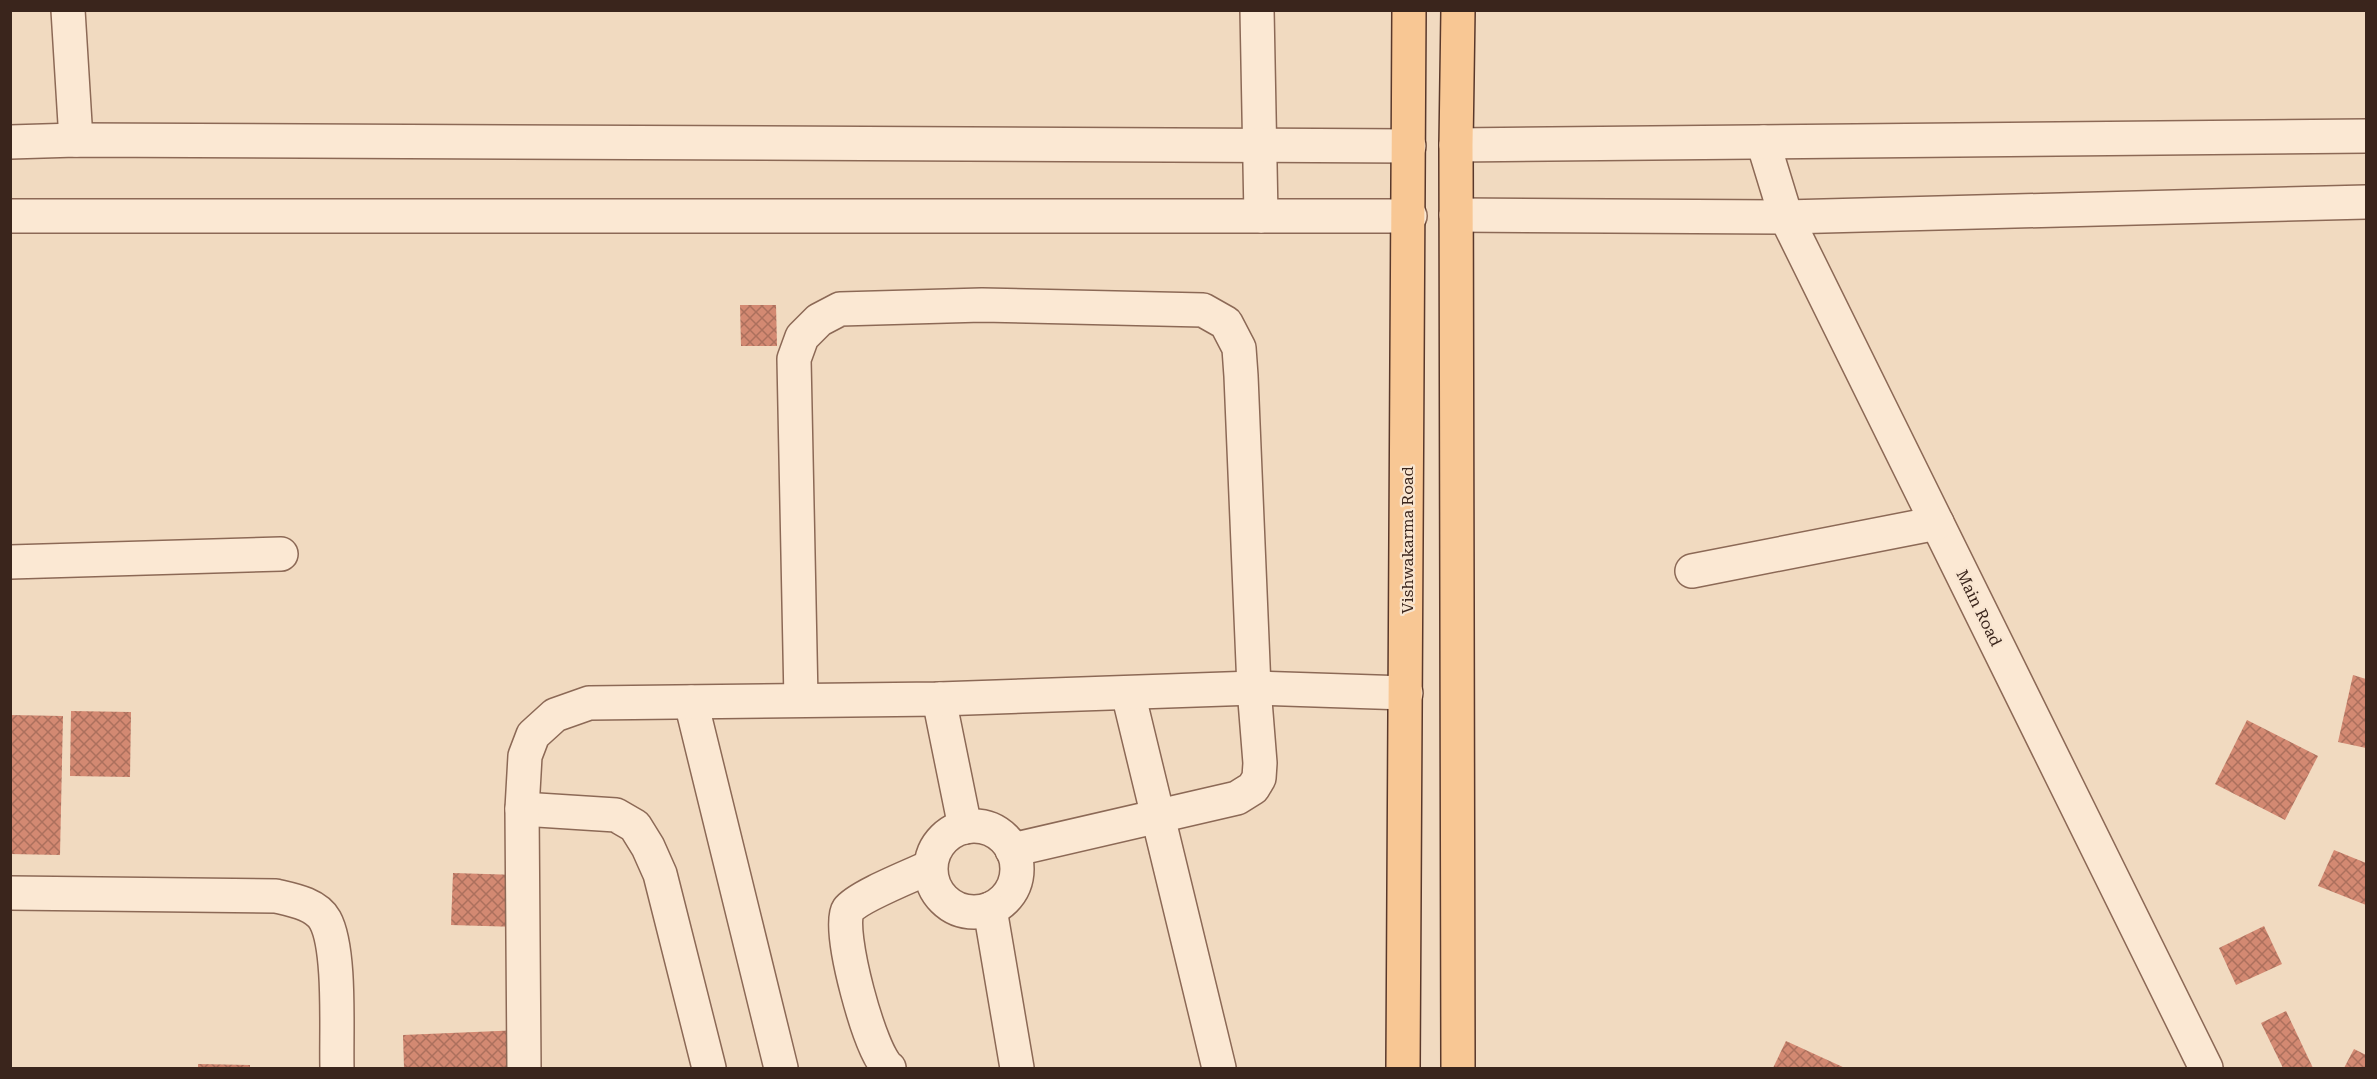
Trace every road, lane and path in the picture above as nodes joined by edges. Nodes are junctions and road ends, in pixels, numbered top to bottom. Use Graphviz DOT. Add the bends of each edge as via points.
graph roads {
  1 [pos="68,10"];
  2 [pos="1257,10"];
  3 [pos="1409,10"];
  4 [pos="1458,10"];
  5 [pos="2367,136"];
  6 [pos="75,140"];
  7 [pos="10,142"];
  8 [pos="1763,142"];
  9 [pos="1260,146"];
  10 [pos="1409,146"];
  11 [pos="1456,146"];
  12 [pos="2367,202"];
  13 [pos="1456,215"];
  14 [pos="10,216"];
  15 [pos="1261,216"];
  16 [pos="1410,216"];
  17 [pos="1786,217"];
  18 [pos="1937,523"];
  19 [pos="281,554"];
  20 [pos="10,562"];
  21 [pos="1692,571"];
  22 [pos="1254,688"];
  23 [pos="1128,693"];
  24 [pos="1406,693"];
  25 [pos="939,699"];
  26 [pos="801,700"];
  27 [pos="691,702"];
  28 [pos="522,809"];
  29 [pos="1157,817"];
  30 [pos="965,827"];
  31 [pos="1012,850"];
  32 [pos="930,867"];
  33 [pos="10,892"];
  34 [pos="990,909"];
  35 [pos="337,1068"];
  36 [pos="524,1068"];
  37 [pos="709,1068"];
  38 [pos="781,1068"];
  39 [pos="888,1068"];
  40 [pos="1010,1068"];
  41 [pos="1219,1068"];
  42 [pos="1403,1068"];
  43 [pos="1458,1068"];
  44 [pos="2206,1068"];
  1 -- 6 [label="street"];
  2 -- 9 [label="street"];
  3 -- 10 [label="main road, Vishwakarma Road"];
  4 -- 11 [label="main road"];
  5 -- 8 [label="street"];
  6 -- 7 [label="street"];
  6 -- 9 [label="street"];
  8 -- 11 [label="street"];
  8 -- 17 [label="street, Main Road"];
  9 -- 10 [label="street"];
  9 -- 15 [label="street"];
  10 -- 16 [label="main road, Vishwakarma Road"];
  11 -- 13 [label="main road"];
  12 -- 17 [label="street"];
  13 -- 17 [label="street"];
  13 -- 43 [label="main road"];
  14 -- 15 [label="street"];
  15 -- 16 [label="street"];
  16 -- 24 [label="main road, Vishwakarma Road"];
  17 -- 18 [label="street, Main Road"];
  18 -- 21 [label="street"];
  18 -- 44 [label="street, Main Road"];
  19 -- 20 [label="street"];
  22 -- 23 [label="street"];
  22 -- 24 [label="street"];
  22 -- 26 [label="street" via="1239,348 1226,323 1203,310 982,305 840,309 819,320 802,337 794,359"];
  22 -- 29 [label="street" via="1260,763 1259,778 1253,788 1237,798"];
  23 -- 25 [label="street"];
  23 -- 29 [label="street"];
  24 -- 42 [label="main road, Vishwakarma Road"];
  25 -- 26 [label="street"];
  25 -- 30 [label="street"];
  26 -- 27 [label="street"];
  27 -- 28 [label="street" via="589,703 555,715 534,735 525,756"];
  27 -- 38 [label="street"];
  28 -- 36 [label="street"];
  28 -- 37 [label="street" via="616,815 635,826 660,874"];
  29 -- 31 [label="street"];
  29 -- 41 [label="street"];
  30 -- 31 [label="street" via="993,830 1005,838"];
  30 -- 32 [label="street" via="941,841"];
  31 -- 34 [label="street" via="1016,878 1002,902"];
  32 -- 34 [label="street" via="938,894 948,904 976,912"];
  32 -- 39 [label="street" via="861,900 848,910 844,923 871,1041"];
  33 -- 35 [label="street" via="276,896 304,903 325,919 335,953"];
  34 -- 40 [label="street"];
}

****************************************

(What you will do): Pick every line from the listing holding the string "Vishwakarma", and copy it.

(Reply to the task):
  3 -- 10 [label="main road, Vishwakarma Road"];
  10 -- 16 [label="main road, Vishwakarma Road"];
  16 -- 24 [label="main road, Vishwakarma Road"];
  24 -- 42 [label="main road, Vishwakarma Road"];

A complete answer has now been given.